Saturday, May 28, 2016

Waiting in Mystic

Waiting for a train to go or a bus to come,
or a plane to go or the mail to come,
or the rigger to show,
or the insurance to call,
or the Travel Lift to lift.

Just waiting.

I'm ready to be in the water, but there's nothing for it but to wait on others. Still, as waiting places go, Mystic is a pretty good place to twiddle thumbs. The food is great, the people nice. The drivers around here get my vote for the most courteous in the World. The bascule bridge that keeps US 1 traffic out of the Mystic River looks a Jules Verne creation with two iron spoked wheels (arcs really) raising the bridge with massive locomotive style linkages. Cool to watch and to hear the "steam" whistle moan before raising or lowering.

The bell tower on the hill sounds out the hour and half hour. At noon, it or someone plays a little music on the bells. Reminds of Les Ch'tis, but I haven't heard any Stevie Wonder yet.

I'm shacked up at "Lacy's Place", an airbnb room let by Gary Burfoot. It's perfect and just a 25 minute walk to Mystic and 30 to the boatyard. Since I still have some tools in the truck and sometimes need to run an errand, I usually drive down to the boatyard, but then walk across the bridge to Mystic for lunch or coffee. A wee bit expensive, but I'm finding more sandwich shops to help keep the cost down. Gary has been super accommodating and an all around nice guy. I (soon we) can't stay on the boat until it's in the water. Right now it looks like later than expected and Gary has arrange things such that we can stay at "Lacy's Place" until such time as we can move onto the boat. Thanks Gary!

In the course of this waiting game, I'm doing piddly work like splicing docklines and catching up on Game of Thrones. Tonight I'm also setting up to write a little code and practice patience in Mystic.

Monday, May 23, 2016

Roadtrip Day 6: Mystic Arrival!

We had a short day yesterday, since New York would not let us into the state on a Sunday. To while away the time, we did a little fancywork on the cabin supports for proper handholds. This is Saint Marys Coxcombing. Spencer got the hang of it quicker than I and beat me by a Turks head in the end.

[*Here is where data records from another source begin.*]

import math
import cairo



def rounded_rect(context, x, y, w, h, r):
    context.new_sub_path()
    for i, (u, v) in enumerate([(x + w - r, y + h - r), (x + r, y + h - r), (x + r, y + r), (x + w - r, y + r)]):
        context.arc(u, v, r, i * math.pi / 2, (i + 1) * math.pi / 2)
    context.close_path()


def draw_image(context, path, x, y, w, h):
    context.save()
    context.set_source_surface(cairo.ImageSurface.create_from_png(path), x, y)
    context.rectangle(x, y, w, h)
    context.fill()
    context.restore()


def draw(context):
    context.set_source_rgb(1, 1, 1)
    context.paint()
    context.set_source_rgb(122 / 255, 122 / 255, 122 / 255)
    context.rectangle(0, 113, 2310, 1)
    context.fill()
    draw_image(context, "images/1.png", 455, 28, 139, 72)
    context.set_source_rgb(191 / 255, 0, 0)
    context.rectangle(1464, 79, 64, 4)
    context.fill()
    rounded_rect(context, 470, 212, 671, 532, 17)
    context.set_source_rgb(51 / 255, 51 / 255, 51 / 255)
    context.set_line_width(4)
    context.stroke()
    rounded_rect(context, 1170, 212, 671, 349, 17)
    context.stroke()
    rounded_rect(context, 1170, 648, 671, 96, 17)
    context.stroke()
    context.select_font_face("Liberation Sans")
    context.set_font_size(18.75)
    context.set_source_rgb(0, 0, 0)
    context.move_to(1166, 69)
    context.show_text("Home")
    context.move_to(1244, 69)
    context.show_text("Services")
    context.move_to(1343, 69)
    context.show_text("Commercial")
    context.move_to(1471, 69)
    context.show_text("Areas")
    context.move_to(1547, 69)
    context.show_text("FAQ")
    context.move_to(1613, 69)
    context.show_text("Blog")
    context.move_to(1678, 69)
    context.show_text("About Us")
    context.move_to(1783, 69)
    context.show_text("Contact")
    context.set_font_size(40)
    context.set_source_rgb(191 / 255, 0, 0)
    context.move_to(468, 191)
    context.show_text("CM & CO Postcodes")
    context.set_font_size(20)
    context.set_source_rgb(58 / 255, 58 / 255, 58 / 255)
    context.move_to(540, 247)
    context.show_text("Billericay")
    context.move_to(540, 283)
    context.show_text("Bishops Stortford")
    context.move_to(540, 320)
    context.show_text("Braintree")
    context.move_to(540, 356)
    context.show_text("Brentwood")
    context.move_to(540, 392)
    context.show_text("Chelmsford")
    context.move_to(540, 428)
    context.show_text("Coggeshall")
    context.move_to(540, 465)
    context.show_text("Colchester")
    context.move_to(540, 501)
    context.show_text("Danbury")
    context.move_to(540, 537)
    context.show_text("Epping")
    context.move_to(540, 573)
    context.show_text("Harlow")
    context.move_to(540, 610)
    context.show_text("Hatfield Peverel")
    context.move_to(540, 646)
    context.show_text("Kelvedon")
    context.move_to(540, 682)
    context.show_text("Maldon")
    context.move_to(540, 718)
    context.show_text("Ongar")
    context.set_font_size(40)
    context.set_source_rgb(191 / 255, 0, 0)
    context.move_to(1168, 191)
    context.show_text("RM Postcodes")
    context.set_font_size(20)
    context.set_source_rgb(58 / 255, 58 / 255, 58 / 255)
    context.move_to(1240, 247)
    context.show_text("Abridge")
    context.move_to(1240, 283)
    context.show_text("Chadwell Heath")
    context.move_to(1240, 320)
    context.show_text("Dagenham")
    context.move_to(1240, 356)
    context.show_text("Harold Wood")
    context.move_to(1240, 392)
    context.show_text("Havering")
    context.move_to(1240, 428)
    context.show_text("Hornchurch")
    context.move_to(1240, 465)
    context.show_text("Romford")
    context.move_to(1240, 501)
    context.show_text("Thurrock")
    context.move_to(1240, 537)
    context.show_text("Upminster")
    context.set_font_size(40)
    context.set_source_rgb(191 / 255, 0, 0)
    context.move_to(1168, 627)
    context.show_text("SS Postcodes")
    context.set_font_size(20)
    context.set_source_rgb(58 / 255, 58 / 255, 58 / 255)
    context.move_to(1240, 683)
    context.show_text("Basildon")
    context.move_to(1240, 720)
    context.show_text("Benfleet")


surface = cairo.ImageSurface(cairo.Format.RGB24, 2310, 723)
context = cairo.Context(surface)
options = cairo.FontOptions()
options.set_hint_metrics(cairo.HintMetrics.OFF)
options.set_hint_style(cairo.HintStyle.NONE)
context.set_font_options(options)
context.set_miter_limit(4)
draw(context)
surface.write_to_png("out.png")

We thought we had found a quiet corner in the truck stop with no room for a truck next to us, but nooooo. Sure enough, an especially loud truck, with much late night protesting from other drivers, parked right next to us and left their engine running all night. The noise from all the engines is the worst thing about living at truck stops. I guess I'll never complain again about people running their gensets in anchorages ...

The day dawned beautiful for the last leg of our epic journey. We have our habits now. I rise before Spencer and get the heater running to warm the chill out of the cabin before he will venture from his sleeping bag. A cup of pressed coffee, granola and yogurt, a quick clean up, and off we go. Slowly. Up and down. I had no idea it was so hilly out here and we struggle to hold speed up some of these climbs. And struggle to keep the speed down on the descents. Just like trucks, we have to stay off the brakes lest they overheat.

Another detour just before heading into New York. Beautiful forests, but nerve wracking to pull a wide heavy load along the narrow, winding roads. Slow too, since we are limited to 10 MPH below the posted speed limit.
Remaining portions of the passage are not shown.